> WHAT TO PRODUCE: Would you copy the records exactly, leaving the pictures out?

Dataset entries:
******************************

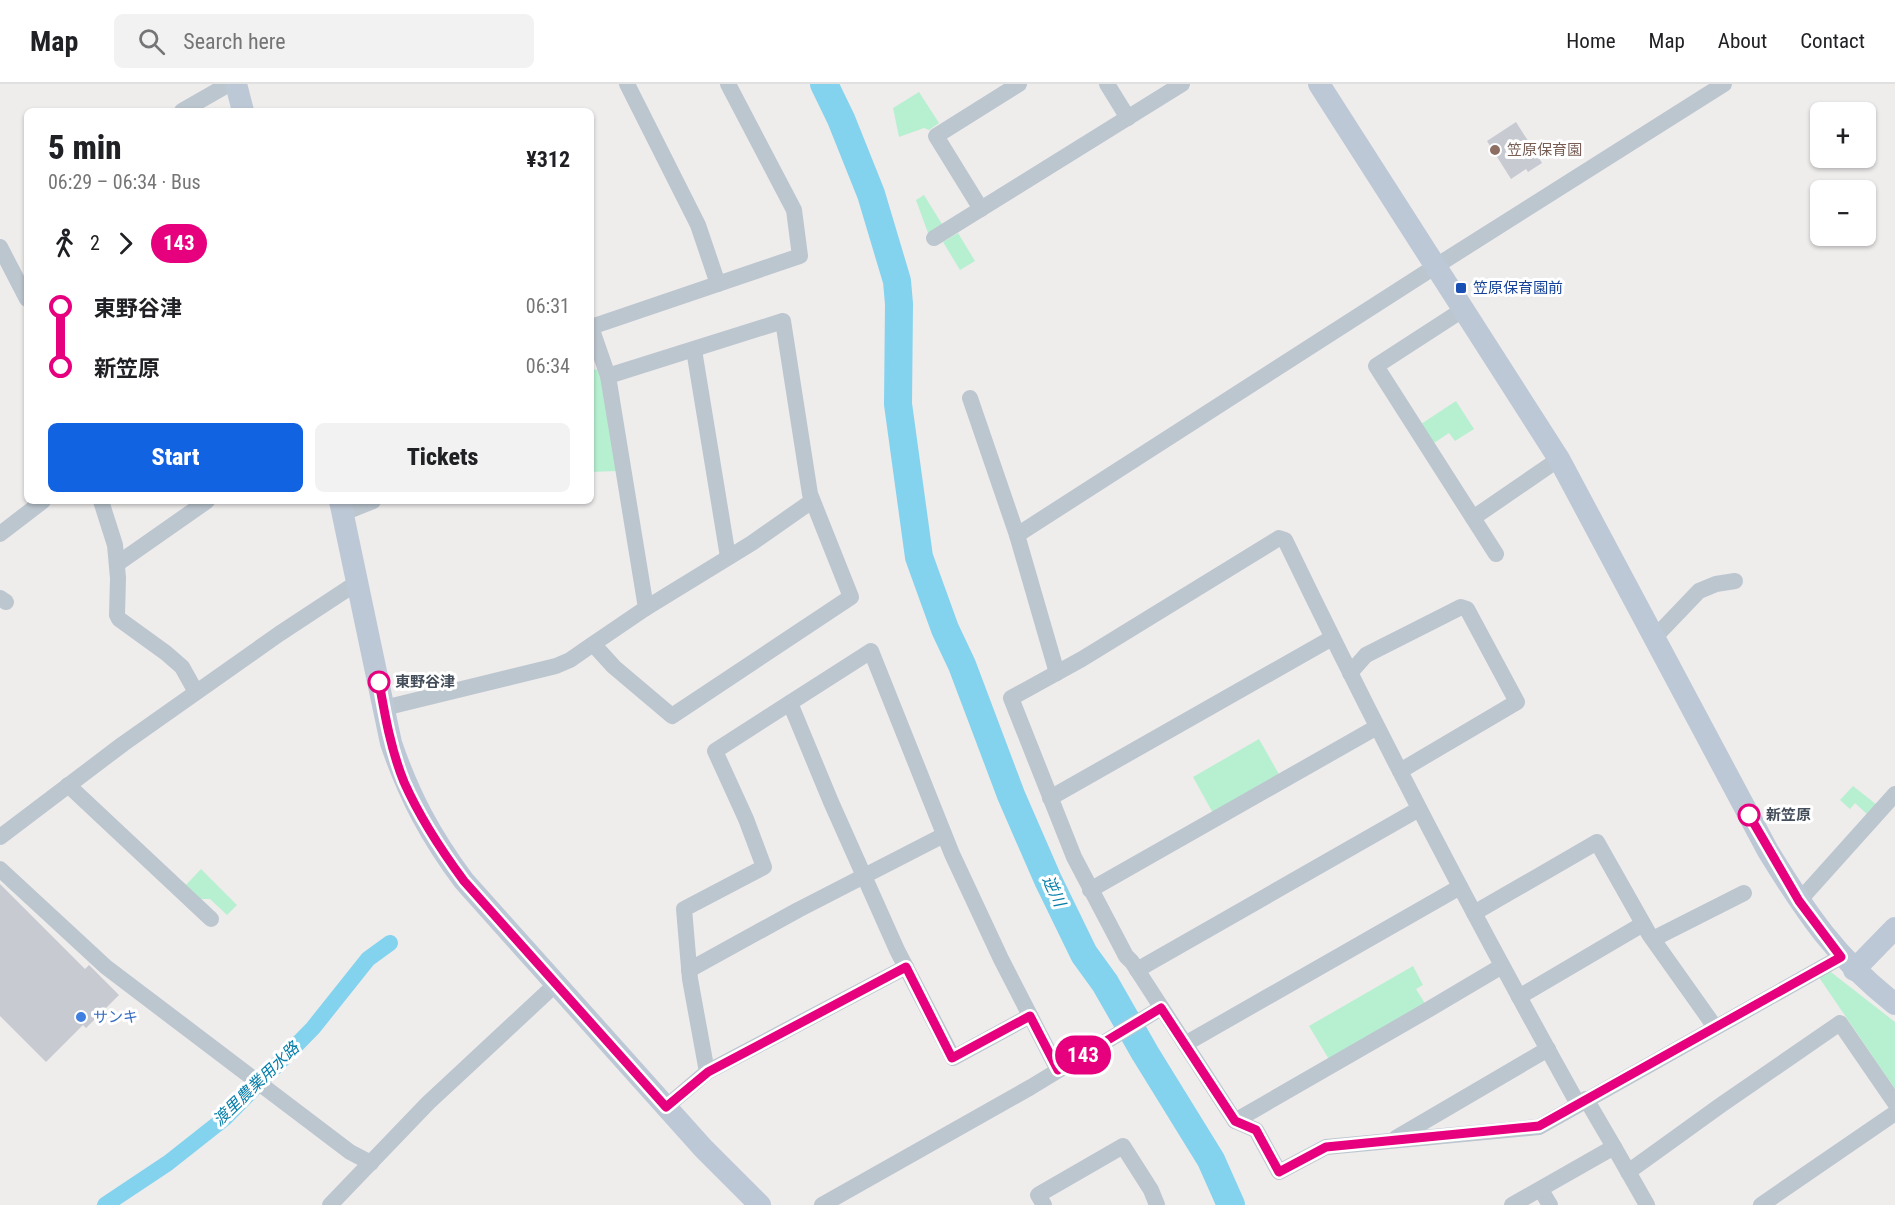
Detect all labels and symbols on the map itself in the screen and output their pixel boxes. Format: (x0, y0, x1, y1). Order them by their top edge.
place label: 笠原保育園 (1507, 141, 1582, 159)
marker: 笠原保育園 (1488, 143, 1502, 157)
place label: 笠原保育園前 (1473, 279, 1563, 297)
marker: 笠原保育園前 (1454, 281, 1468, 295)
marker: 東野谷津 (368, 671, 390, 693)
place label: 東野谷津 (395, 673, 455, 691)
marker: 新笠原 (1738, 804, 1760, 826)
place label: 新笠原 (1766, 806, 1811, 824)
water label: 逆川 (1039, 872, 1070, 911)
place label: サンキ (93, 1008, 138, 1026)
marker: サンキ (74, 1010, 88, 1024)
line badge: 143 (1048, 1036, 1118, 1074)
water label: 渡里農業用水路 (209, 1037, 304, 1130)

******************************

> WRITTEN ANSWER:
Detect all labels and symbols on the map itself in the screen and output their pixel boxes. Format: (x0, y0, x1, y1). Order them by their top edge.
place label: 笠原保育園 (1507, 141, 1582, 159)
marker: 笠原保育園 (1488, 143, 1502, 157)
place label: 笠原保育園前 (1473, 279, 1563, 297)
marker: 笠原保育園前 (1454, 281, 1468, 295)
marker: 東野谷津 (368, 671, 390, 693)
place label: 東野谷津 (395, 673, 455, 691)
marker: 新笠原 (1738, 804, 1760, 826)
place label: 新笠原 (1766, 806, 1811, 824)
water label: 逆川 (1039, 872, 1070, 911)
place label: サンキ (93, 1008, 138, 1026)
marker: サンキ (74, 1010, 88, 1024)
line badge: 143 (1048, 1036, 1118, 1074)
water label: 渡里農業用水路 (209, 1037, 304, 1130)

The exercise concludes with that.